Task details |
Track down each line below containing the string "dead" and copy it.

Dataset records |
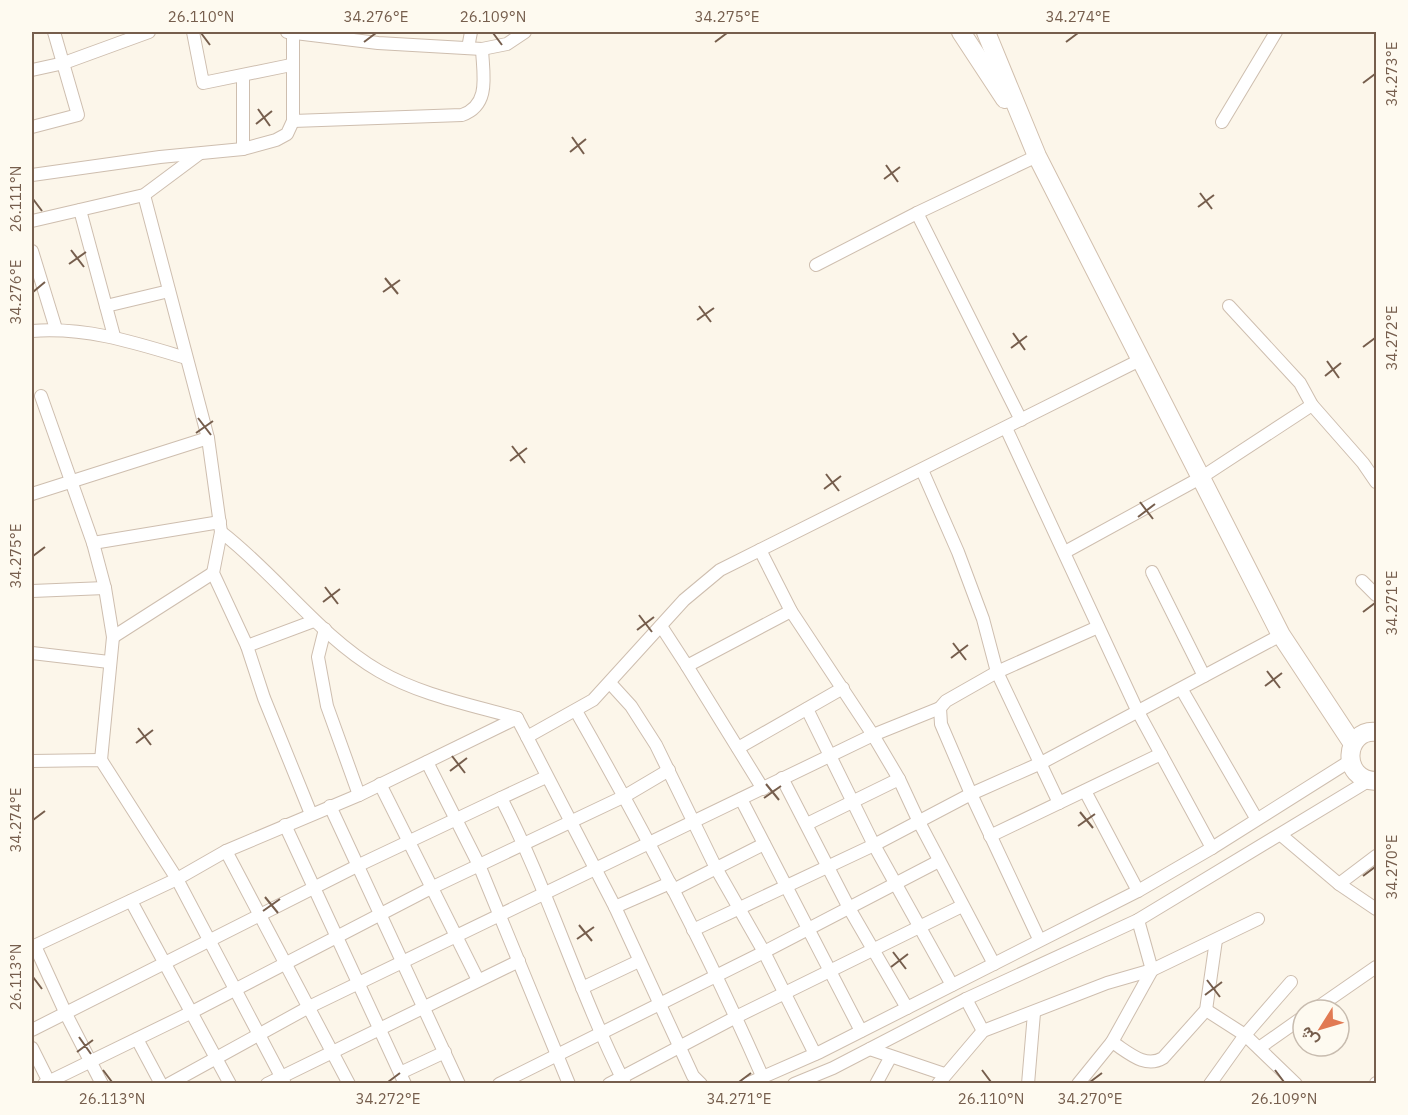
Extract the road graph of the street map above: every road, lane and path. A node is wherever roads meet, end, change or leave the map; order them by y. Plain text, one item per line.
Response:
1 (54, 32) edge
2 (149, 32) edge
3 (193, 32) edge
4 (290, 32) edge
5 (471, 32) edge
6 (525, 32) edge
7 (961, 32) edge
8 (986, 32) edge
9 (1275, 32) edge
10 (379, 37) edge
11 (468, 48) junction
12 (482, 49) junction
13 (64, 63) junction
14 (291, 64) junction
15 (32, 70) edge
16 (243, 76) junction
17 (292, 120) junction
18 (1222, 122) dead end
19 (32, 126) edge
20 (1030, 138) junction
21 (243, 149) junction
22 (200, 153) junction
23 (1037, 156) junction
24 (32, 175) edge
25 (144, 195) junction
26 (80, 210) junction
27 (917, 213) junction
28 (32, 221) edge
29 (32, 252) edge
30 (816, 265) dead end
31 (170, 291) junction
32 (106, 306) junction
33 (1229, 306) dead end
34 (56, 329) junction
35 (32, 331) edge
36 (114, 336) junction
37 (186, 358) junction
38 (1140, 360) junction
39 (40, 396) dead end
40 (1312, 405) junction
41 (1021, 420) junction
42 (1006, 428) junction
43 (208, 438) junction
44 (922, 470) junction
45 (1202, 477) junction
46 (70, 481) junction
47 (1377, 482) edge
48 (32, 494) edge
49 (221, 527) junction
50 (93, 543) junction
51 (760, 550) junction
52 (1065, 552) junction
53 (1152, 572) dead end
54 (213, 573) junction
55 (1362, 580) dead end
56 (105, 588) junction
57 (32, 591) edge
58 (1377, 595) edge
59 (791, 611) junction
60 (314, 621) junction
61 (661, 626) junction
62 (1098, 627) junction
63 (325, 629) junction
64 (1281, 635) junction
65 (113, 637) junction
66 (247, 646) junction
67 (32, 652) edge
68 (109, 662) junction
69 (687, 666) junction
70 (997, 672) junction
71 (1204, 676) junction
72 (610, 683) junction
73 (843, 688) junction
74 (1182, 690) junction
75 (940, 708) junction
76 (807, 709) junction
77 (1137, 710) junction
78 (576, 711) junction
79 (517, 718) junction
80 (1375, 728) edge
81 (873, 735) junction
82 (527, 737) junction
83 (738, 748) junction
84 (1352, 753) junction
85 (1161, 754) junction
86 (830, 756) junction
87 (100, 760) junction
88 (32, 761) edge
89 (428, 762) junction
90 (1041, 763) junction
91 (669, 770) junction
92 (546, 777) junction
93 (782, 778) junction
94 (899, 779) junction
95 (1372, 781) edge
96 (380, 784) junction
97 (763, 789) junction
98 (1085, 791) junction
99 (971, 794) junction
100 (359, 795) junction
101 (625, 796) junction
102 (501, 798) junction
103 (741, 799) junction
104 (854, 801) junction
105 (1059, 803) junction
106 (330, 806) junction
107 (311, 814) junction
108 (1256, 818) junction
109 (457, 819) junction
110 (693, 821) junction
111 (571, 822) junction
112 (919, 822) junction
113 (807, 824) junction
114 (285, 825) junction
115 (1281, 835) junction
116 (990, 836) junction
117 (410, 842) junction
118 (648, 842) junction
119 (524, 843) junction
120 (764, 844) junction
121 (874, 845) junction
122 (1212, 848) junction
123 (226, 851) junction
124 (1377, 856) edge
125 (939, 861) junction
126 (478, 864) junction
127 (357, 866) junction
128 (828, 866) junction
129 (716, 868) junction
130 (595, 870) junction
131 (177, 879) junction
132 (895, 884) junction
133 (1339, 884) junction
134 (786, 885) junction
135 (672, 886) junction
136 (433, 887) junction
137 (313, 889) junction
138 (1138, 891) junction
139 (545, 892) junction
140 (131, 901) junction
141 (962, 906) junction
142 (615, 907) junction
143 (740, 908) junction
144 (849, 908) junction
145 (1377, 909) edge
146 (381, 913) junction
147 (261, 914) junction
148 (500, 915) junction
149 (1258, 919) dead end
150 (1138, 920) junction
151 (919, 928) junction
152 (808, 929) junction
153 (693, 930) junction
154 (336, 937) junction
155 (456, 938) junction
156 (209, 939) junction
157 (1039, 939) junction
158 (1216, 940) junction
159 (33, 947) edge
160 (873, 950) junction
161 (764, 952) junction
162 (519, 961) junction
163 (639, 961) junction
164 (164, 962) junction
165 (403, 963) junction
166 (286, 964) junction
167 (994, 964) junction
168 (1377, 967) edge
169 (1152, 970) junction
170 (831, 971) junction
171 (716, 976) junction
172 (478, 980) junction
173 (1291, 982) dead end
174 (358, 984) junction
175 (952, 985) junction
176 (235, 988) junction
177 (582, 988) junction
178 (785, 994) junction
179 (1332, 998) edge
180 (966, 999) junction
181 (659, 1004) junction
182 (423, 1006) junction
183 (309, 1007) junction
184 (907, 1008) junction
185 (1206, 1010) junction
186 (192, 1012) junction
187 (1034, 1013) junction
188 (66, 1014) junction
189 (736, 1017) junction
190 (1291, 1025) edge
191 (380, 1027) junction
192 (32, 1030) edge
193 (861, 1031) junction
194 (984, 1031) junction
195 (599, 1032) junction
196 (260, 1033) junction
197 (1245, 1035) junction
198 (137, 1039) junction
199 (1112, 1042) junction
200 (680, 1047) junction
201 (32, 1048) edge
202 (1258, 1048) junction
203 (870, 1049) junction
204 (333, 1052) junction
205 (445, 1052) junction
206 (556, 1054) junction
207 (815, 1054) junction
208 (217, 1058) junction
209 (890, 1058) junction
210 (90, 1062) junction
211 (403, 1078) edge
212 (763, 1078) junction
213 (941, 1079) edge
214 (283, 1080) edge
215 (514, 1080) edge
216 (623, 1080) edge
217 (48, 1083) edge
218 (102, 1083) edge
219 (161, 1083) edge
220 (169, 1083) edge
221 (230, 1083) edge
222 (267, 1083) edge
223 (349, 1083) edge
224 (459, 1083) edge
225 (499, 1083) edge
226 (569, 1083) edge
227 (609, 1083) edge
228 (701, 1083) edge
229 (747, 1083) edge
230 (794, 1083) edge
231 (876, 1083) edge
232 (1028, 1083) edge
233 (1078, 1083) edge
234 (1210, 1083) edge
235 (1296, 1083) edge

1 - 13 street
2 - 13 street
3 - 16 street
4 - 10 street
4 - 14 street
5 - 11 street
6 - 12 street
7 - 20 street
8 - 20 street
9 - 18 street
10 - 11 street
11 - 12 street
12 - 17 street
13 - 15 street
13 - 19 street
14 - 16 street
14 - 17 street
16 - 21 street
17 - 21 street
20 - 23 street
21 - 22 street
22 - 24 street
22 - 25 street
23 - 27 street
23 - 38 street
25 - 26 street
25 - 31 street
26 - 28 street
26 - 32 street
27 - 30 street
27 - 41 street
29 - 34 street
31 - 32 street
31 - 37 street
32 - 36 street
33 - 40 street
34 - 35 street
34 - 36 street
36 - 37 street
37 - 43 street
38 - 41 street
38 - 45 street
39 - 46 street
40 - 45 street
40 - 47 street
41 - 42 street
42 - 44 street
42 - 52 street
43 - 46 street
43 - 49 street
44 - 51 street
44 - 70 street
45 - 52 street
45 - 64 street
46 - 48 street
46 - 50 street
49 - 50 street
49 - 54 street
49 - 60 street
50 - 56 street
51 - 59 street
51 - 61 street
52 - 62 street
53 - 71 street
54 - 65 street
54 - 66 street
55 - 58 street
56 - 57 street
56 - 65 street
59 - 69 street
59 - 73 street
60 - 63 street
60 - 66 street
61 - 69 street
61 - 72 street
62 - 70 street
62 - 77 street
63 - 79 street
63 - 100 street
64 - 71 street
64 - 84 street
65 - 68 street
66 - 107 street
67 - 68 street
68 - 87 street
69 - 83 street
70 - 75 street
70 - 90 street
71 - 74 street
72 - 78 street
72 - 91 street
73 - 76 street
73 - 81 street
74 - 77 street
74 - 108 street
75 - 81 street
75 - 99 street
76 - 83 street
76 - 86 street
77 - 85 street
77 - 90 street
78 - 82 street
78 - 101 street
79 - 82 street
79 - 89 street
80 - 84 street
81 - 86 street
81 - 94 street
82 - 92 street
83 - 97 street
84 - 95 street
84 - 108 street
85 - 98 street
85 - 122 street
86 - 93 street
86 - 104 street
87 - 88 street
87 - 131 street
89 - 96 street
89 - 109 street
90 - 99 street
90 - 105 street
91 - 101 street
91 - 110 street
92 - 102 street
92 - 111 street
93 - 97 street
93 - 113 street
94 - 104 street
94 - 112 street
95 - 115 street
96 - 100 street
96 - 117 street
97 - 103 street
98 - 105 street
98 - 138 street
99 - 112 street
99 - 116 street
100 - 106 street
101 - 111 street
101 - 118 street
102 - 109 street
102 - 119 street
103 - 110 street
103 - 120 street
104 - 113 street
104 - 121 street
105 - 116 street
106 - 107 street
106 - 127 street
107 - 114 street
108 - 122 street
109 - 117 street
109 - 126 street
110 - 118 street
110 - 129 street
111 - 119 street
111 - 130 street
112 - 121 street
112 - 125 street
113 - 128 street
114 - 123 street
114 - 137 street
115 - 133 street
115 - 150 street
116 - 157 street
117 - 127 street
117 - 136 street
118 - 130 street
118 - 135 street
119 - 126 street
119 - 139 street
120 - 129 street
120 - 134 street
121 - 128 street
121 - 132 street
122 - 138 street
123 - 131 street
123 - 147 street
124 - 133 street
125 - 132 street
125 - 141 street
126 - 136 street
126 - 148 street
127 - 137 street
127 - 146 street
128 - 134 street
128 - 144 street
129 - 135 street
129 - 143 street
130 - 139 street
130 - 142 street
131 - 140 street
131 - 156 street
132 - 144 street
132 - 151 street
133 - 145 street
134 - 143 street
134 - 152 street
135 - 142 street
135 - 153 street
136 - 146 street
136 - 155 street
137 - 147 street
137 - 154 street
138 - 157 street
139 - 148 street
139 - 177 street
140 - 159 street
140 - 164 street
141 - 151 street
141 - 167 street
142 - 163 street
143 - 153 street
143 - 161 street
144 - 152 street
144 - 160 street
146 - 154 street
146 - 165 street
147 - 156 street
147 - 166 street
148 - 155 street
148 - 162 street
149 - 158 street
150 - 169 street
150 - 180 street
151 - 160 street
151 - 175 street
152 - 161 street
152 - 170 street
153 - 171 street
154 - 166 street
154 - 174 street
155 - 165 street
155 - 172 street
156 - 164 street
156 - 176 street
157 - 167 street
158 - 169 street
158 - 185 street
159 - 188 street
160 - 170 street
160 - 184 street
161 - 171 street
161 - 178 street
162 - 172 street
162 - 206 street
163 - 177 street
163 - 181 street
164 - 186 street
164 - 188 street
165 - 174 street
165 - 182 street
166 - 176 street
166 - 183 street
167 - 175 street
168 - 179 street
169 - 187 street
169 - 199 street
170 - 178 street
170 - 193 street
171 - 181 street
171 - 189 street
172 - 182 street
173 - 197 street
174 - 183 street
174 - 191 street
175 - 184 street
176 - 186 street
176 - 196 street
177 - 195 street
178 - 189 street
178 - 207 street
180 - 194 street
180 - 203 street
181 - 195 street
181 - 200 street
182 - 191 street
182 - 205 street
183 - 196 street
183 - 204 street
184 - 193 street
185 - 197 street
185 - 199 street
186 - 198 street
186 - 208 street
187 - 194 street
187 - 232 street
188 - 192 street
188 - 210 street
189 - 200 street
189 - 212 street
190 - 202 street
191 - 204 street
191 - 211 street
193 - 207 street
194 - 213 street
195 - 206 street
195 - 216 street
196 - 208 street
196 - 214 street
197 - 202 street
197 - 234 street
198 - 210 street
198 - 219 street
199 - 233 street
200 - 216 street
200 - 228 street
201 - 217 street
202 - 235 street
203 - 209 street
203 - 230 street
204 - 214 street
204 - 223 street
205 - 211 street
205 - 224 street
206 - 215 street
206 - 226 street
207 - 212 street
208 - 220 street
208 - 221 street
209 - 213 street
209 - 231 street
210 - 217 street
210 - 218 street
212 - 229 street
214 - 222 street
215 - 225 street
216 - 227 street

Result |
18 (1222, 122) dead end
30 (816, 265) dead end
33 (1229, 306) dead end
39 (40, 396) dead end
53 (1152, 572) dead end
55 (1362, 580) dead end
149 (1258, 919) dead end
173 (1291, 982) dead end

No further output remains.